Set down exactly the lines that run from the line with "index mcp: (1058, 1085)" to the end of the data, and nothing else.

• • •

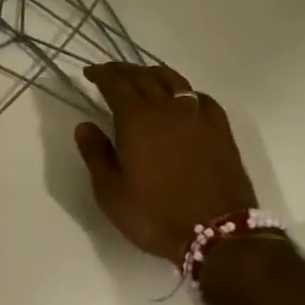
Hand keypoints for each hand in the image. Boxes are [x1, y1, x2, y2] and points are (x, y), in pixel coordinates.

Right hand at [75, 63, 258, 263]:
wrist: (218, 233)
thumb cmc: (156, 216)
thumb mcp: (112, 194)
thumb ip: (96, 155)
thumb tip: (84, 125)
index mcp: (137, 120)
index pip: (116, 84)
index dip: (101, 74)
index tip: (89, 72)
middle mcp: (167, 108)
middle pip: (143, 76)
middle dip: (124, 70)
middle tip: (111, 72)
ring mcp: (197, 116)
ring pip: (174, 80)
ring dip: (154, 73)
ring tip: (144, 76)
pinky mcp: (220, 129)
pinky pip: (201, 97)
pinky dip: (186, 91)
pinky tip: (184, 99)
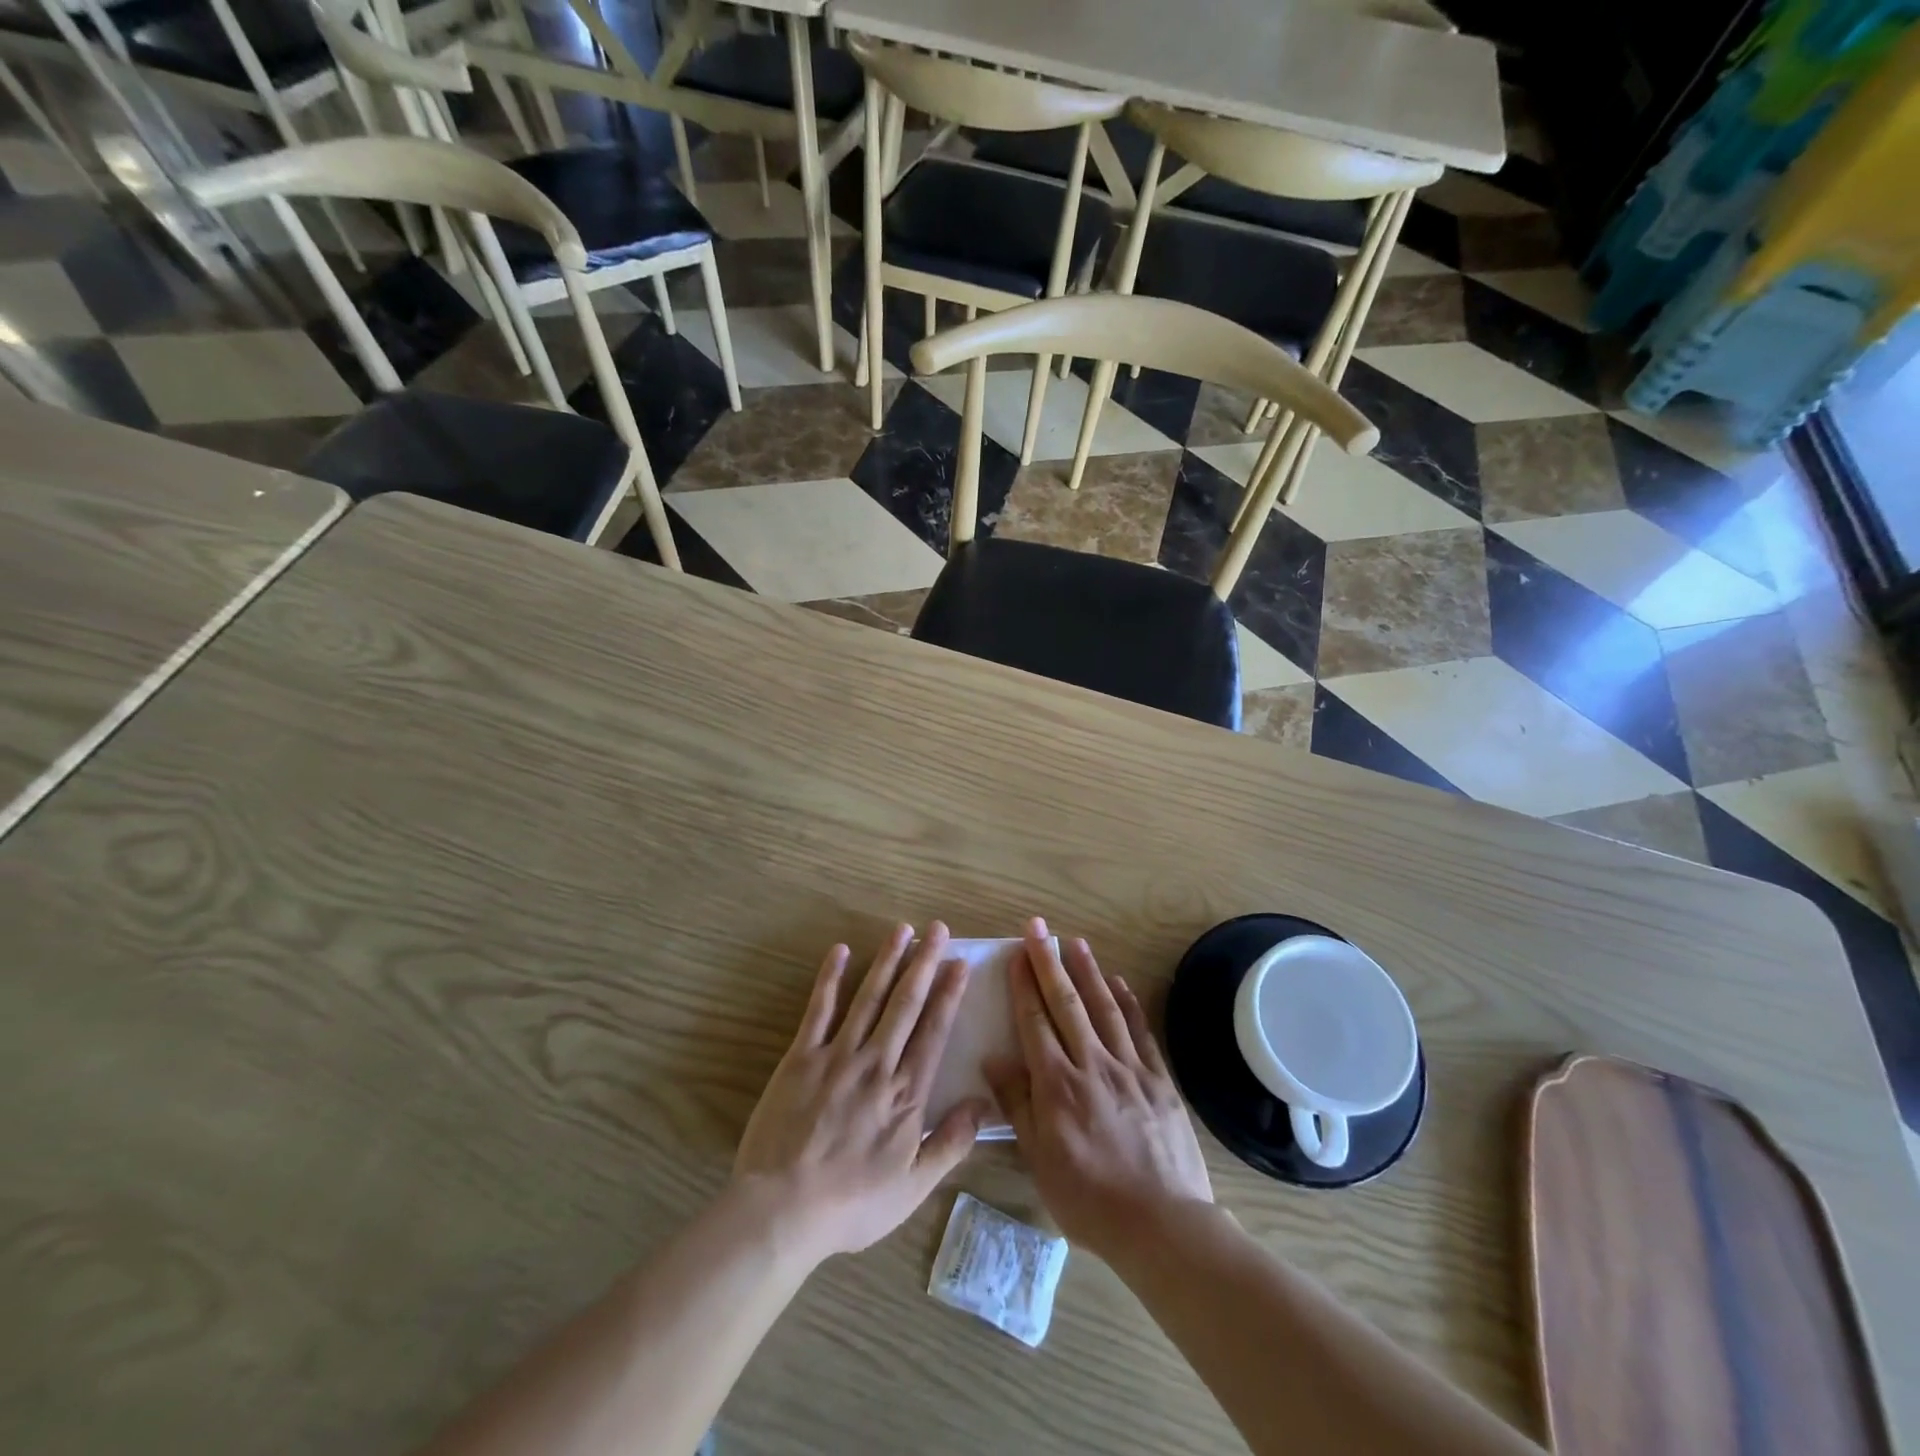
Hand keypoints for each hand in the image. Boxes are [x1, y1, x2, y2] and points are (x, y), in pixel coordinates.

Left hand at [733, 922, 987, 1264]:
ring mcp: (837, 1056)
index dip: (949, 994)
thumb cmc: (852, 1203)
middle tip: (939, 929)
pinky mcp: (801, 1057)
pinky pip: (818, 1010)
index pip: (934, 1031)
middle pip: (906, 1004)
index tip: (960, 962)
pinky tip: (840, 951)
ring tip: (902, 929)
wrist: (783, 1210)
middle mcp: (877, 1063)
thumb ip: (951, 1143)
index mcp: (906, 1093)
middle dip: (925, 963)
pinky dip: (830, 978)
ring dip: (887, 961)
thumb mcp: (913, 1187)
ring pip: (869, 998)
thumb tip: (984, 1104)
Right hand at [986, 917, 1212, 1259]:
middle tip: (1038, 928)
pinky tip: (1118, 982)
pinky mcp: (1158, 1079)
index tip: (1017, 954)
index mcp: (1058, 1085)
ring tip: (1075, 942)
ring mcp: (1129, 1068)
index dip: (1024, 985)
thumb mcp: (1040, 1160)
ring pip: (1104, 1008)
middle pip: (1066, 1004)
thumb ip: (1017, 1106)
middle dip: (1049, 962)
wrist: (1163, 1224)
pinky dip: (1128, 1002)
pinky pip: (1140, 1031)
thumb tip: (993, 1060)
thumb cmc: (1089, 1199)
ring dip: (1087, 972)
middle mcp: (1092, 1064)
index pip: (1035, 1022)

• • •

» Answer space
index mcp: (1058, 1085)
ring tip: (1075, 942)
ring mcp: (1129, 1068)
index dip: (1024, 985)
thumb mcp: (1040, 1160)
ring pip: (1104, 1008)
middle pip: (1066, 1004)
thumb ip: (1017, 1106)
middle dip: (1049, 962)
wrist: (1163, 1224)
pinky dip: (1128, 1002)
pinky pip: (1140, 1031)
thumb tip: (993, 1060)
thumb cmc: (1089, 1199)
ring dip: (1087, 972)
middle mcp: (1092, 1064)
index pip: (1035, 1022)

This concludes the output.